O Banco Central Europeu (BCE) decidiu esta quinta-feira aumentar as suas taxas de juro diretoras em 25 pontos base, elevando a taxa de referência para 2,25%. Trata-se da primeira subida dos juros em quase três anos, interrompendo um período de estabilidade que se mantinha desde julho de 2025.
A decisão foi anunciada no final da reunião do Conselho do BCE, que justificou a medida com o agravamento das pressões inflacionistas decorrentes da instabilidade geopolítica no Médio Oriente e dos seus impactos nos mercados energéticos.
Em comunicado, a instituição liderada por Christine Lagarde refere que a guerra na região “está a gerar pressões inflacionistas” e considera que a subida das taxas constitui uma resposta adequada perante os diferentes cenários que poderão afetar as perspetivas económicas da Zona Euro nos próximos meses.
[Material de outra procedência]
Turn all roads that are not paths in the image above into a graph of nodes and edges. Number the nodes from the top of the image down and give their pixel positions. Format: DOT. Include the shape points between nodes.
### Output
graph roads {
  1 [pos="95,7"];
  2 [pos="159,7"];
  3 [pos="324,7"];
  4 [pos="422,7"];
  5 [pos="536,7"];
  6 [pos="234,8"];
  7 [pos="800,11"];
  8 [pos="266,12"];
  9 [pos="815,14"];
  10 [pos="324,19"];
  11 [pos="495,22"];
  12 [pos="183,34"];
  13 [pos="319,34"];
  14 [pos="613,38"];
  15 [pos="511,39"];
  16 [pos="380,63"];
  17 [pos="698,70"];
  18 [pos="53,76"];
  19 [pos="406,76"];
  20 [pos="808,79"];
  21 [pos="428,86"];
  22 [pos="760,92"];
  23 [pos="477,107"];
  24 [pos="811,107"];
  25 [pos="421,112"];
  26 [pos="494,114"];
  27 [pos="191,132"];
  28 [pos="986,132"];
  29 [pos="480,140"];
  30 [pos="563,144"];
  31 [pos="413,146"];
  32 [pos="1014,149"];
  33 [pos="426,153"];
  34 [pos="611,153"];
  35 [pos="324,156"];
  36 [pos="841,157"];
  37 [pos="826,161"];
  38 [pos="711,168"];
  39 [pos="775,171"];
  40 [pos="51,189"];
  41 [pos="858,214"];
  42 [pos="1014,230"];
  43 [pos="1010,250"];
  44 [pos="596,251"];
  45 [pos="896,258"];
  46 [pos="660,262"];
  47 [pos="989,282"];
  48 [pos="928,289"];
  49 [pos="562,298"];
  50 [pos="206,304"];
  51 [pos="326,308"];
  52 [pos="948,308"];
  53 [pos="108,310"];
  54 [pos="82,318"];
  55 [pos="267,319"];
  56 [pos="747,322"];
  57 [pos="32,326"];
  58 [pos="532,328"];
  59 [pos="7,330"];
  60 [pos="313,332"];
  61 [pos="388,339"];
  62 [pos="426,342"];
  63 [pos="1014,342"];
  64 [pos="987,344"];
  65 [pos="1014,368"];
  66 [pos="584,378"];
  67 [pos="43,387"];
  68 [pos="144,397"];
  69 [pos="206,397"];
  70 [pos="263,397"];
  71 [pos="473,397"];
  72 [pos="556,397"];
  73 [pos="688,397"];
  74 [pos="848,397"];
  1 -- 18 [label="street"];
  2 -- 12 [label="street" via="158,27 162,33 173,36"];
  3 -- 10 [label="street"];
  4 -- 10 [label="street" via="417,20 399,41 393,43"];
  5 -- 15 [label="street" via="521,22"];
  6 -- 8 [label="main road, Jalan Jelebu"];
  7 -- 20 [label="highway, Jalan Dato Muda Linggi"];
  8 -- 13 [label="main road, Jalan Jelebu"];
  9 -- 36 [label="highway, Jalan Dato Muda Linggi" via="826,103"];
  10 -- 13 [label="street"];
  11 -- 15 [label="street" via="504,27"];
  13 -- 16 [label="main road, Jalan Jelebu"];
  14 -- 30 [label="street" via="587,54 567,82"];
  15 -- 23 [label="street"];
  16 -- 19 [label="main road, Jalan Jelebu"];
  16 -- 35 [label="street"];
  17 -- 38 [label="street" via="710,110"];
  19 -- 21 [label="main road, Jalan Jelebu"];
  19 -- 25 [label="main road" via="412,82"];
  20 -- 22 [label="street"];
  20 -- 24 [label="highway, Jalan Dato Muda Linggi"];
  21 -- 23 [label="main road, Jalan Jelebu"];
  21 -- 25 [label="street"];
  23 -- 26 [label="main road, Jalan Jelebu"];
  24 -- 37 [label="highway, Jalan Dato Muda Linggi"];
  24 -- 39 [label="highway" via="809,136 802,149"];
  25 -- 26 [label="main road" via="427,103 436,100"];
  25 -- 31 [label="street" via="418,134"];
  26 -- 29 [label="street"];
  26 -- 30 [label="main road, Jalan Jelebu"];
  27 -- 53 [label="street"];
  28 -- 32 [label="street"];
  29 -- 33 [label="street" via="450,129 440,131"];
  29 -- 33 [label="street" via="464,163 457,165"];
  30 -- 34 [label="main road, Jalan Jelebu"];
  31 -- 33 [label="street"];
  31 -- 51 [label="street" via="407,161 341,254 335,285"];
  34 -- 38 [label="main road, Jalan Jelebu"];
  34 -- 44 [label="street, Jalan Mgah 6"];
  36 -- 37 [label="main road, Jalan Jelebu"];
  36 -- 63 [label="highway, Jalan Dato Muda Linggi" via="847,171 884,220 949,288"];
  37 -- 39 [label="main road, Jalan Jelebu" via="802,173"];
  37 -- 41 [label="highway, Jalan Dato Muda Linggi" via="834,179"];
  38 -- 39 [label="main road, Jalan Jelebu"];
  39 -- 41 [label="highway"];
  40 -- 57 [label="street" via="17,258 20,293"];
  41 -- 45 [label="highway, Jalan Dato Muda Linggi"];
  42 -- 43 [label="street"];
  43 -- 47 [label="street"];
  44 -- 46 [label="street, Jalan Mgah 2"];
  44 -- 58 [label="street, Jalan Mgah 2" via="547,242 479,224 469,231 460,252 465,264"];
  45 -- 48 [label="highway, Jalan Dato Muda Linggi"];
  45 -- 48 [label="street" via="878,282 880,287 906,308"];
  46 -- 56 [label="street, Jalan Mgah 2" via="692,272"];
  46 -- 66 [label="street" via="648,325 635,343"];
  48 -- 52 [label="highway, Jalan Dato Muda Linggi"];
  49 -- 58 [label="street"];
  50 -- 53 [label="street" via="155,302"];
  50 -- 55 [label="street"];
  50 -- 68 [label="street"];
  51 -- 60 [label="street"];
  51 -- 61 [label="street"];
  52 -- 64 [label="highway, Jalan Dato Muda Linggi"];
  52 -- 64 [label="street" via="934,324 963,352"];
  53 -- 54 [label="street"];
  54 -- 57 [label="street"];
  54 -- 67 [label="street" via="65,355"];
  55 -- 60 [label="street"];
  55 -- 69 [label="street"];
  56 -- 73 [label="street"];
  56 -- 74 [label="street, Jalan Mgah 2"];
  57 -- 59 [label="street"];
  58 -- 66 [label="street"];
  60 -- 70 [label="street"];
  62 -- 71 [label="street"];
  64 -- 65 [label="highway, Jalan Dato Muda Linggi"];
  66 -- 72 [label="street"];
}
A decisão era amplamente antecipada pelos mercados financeiros desde março. Apesar de o BCE ter optado por manter as taxas inalteradas nas duas reuniões anteriores, vários analistas apontavam para junho como o momento mais provável para o regresso ao ciclo de aperto monetário.
Para o economista e analista de mercados Filipe Garcia, a medida tem também uma componente de credibilidade institucional. “O BCE sobe taxas de juro para se defender e para evitar futuras críticas caso a inflação continue a aumentar. Ainda assim, é discutível que a política monetária seja eficaz perante um fenómeno inflacionista impulsionado sobretudo pelos preços da energia”, considera.
A taxa diretora passa assim dos 2% para os 2,25%, permanecendo distante dos máximos registados em anteriores ciclos de subida, mas marcando uma mudança de orientação da política monetária europeia.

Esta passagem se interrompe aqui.